Sunday, March 1, 2009

LA Transportation: Part 2 - Smog

Continuing this six part New York Times series.... "Smog"


"As part of an ongoing quiz about transportation in Los Angeles, in the last post I challenged the notion that the city is sprawling. But sprawl or no, Los Angeles’s air is choked with its world-famous smog. Isn’t it?

Answer: A half-truth.

Thanks to clear and sunny skies, warm temperatures, stable air, and an onshore sea-breeze, the Los Angeles area is an outstanding natural smog cooker.

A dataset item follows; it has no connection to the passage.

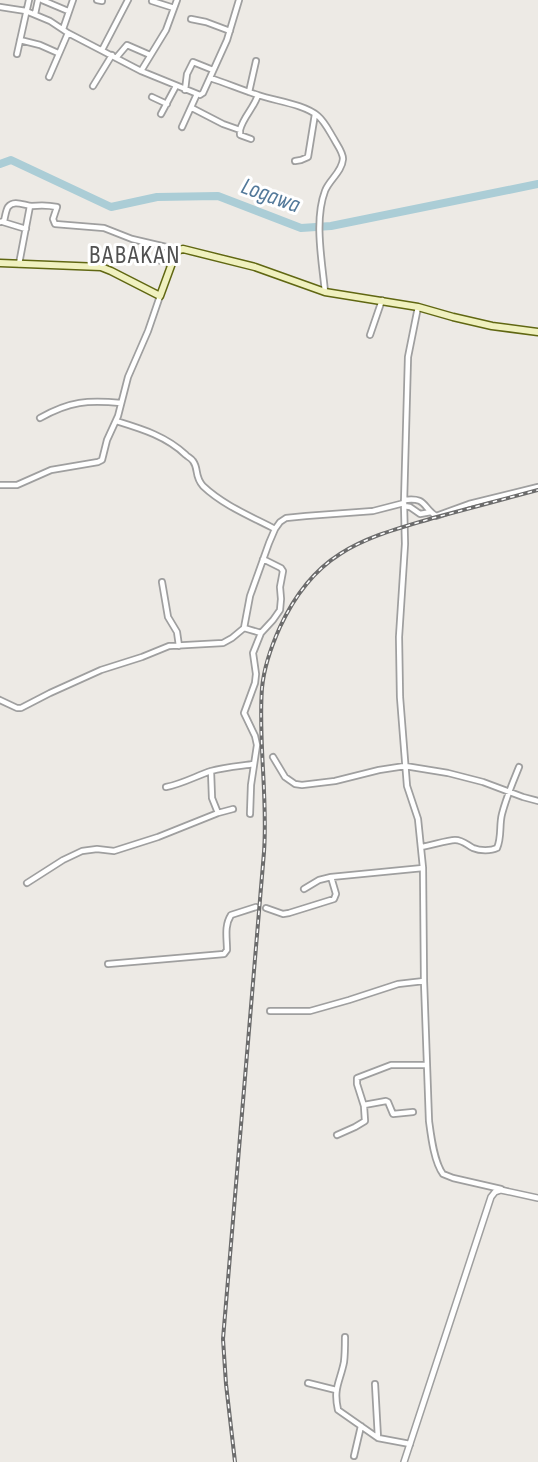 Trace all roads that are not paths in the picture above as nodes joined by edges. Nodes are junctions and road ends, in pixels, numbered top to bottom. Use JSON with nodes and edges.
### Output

Indeed, air pollution in the region long predates the arrival of the automobile. In 1542, Juan Rodriguez Cabrillo, the first European to lay eyes on Santa Monica Bay, saw the area shrouded in smog from native campfires and named it the Bay of Smoke.

Now, 450 years later, no one is rushing to rechristen it the Bay of Healthfulness. Each year, Los Angeles violates the national air-quality standards for ozone by a factor of more than two. Moreover, Los Angeles has serious problems with fine particles (PM2.5). This is especially true near the city’s ports, where thousands of trucks spew diesel exhaust that we Angelenos breathe so that those of you in the rest of the nation can enjoy the imports from Asia that underpin your standard of living...."

read the rest here at the New York Times...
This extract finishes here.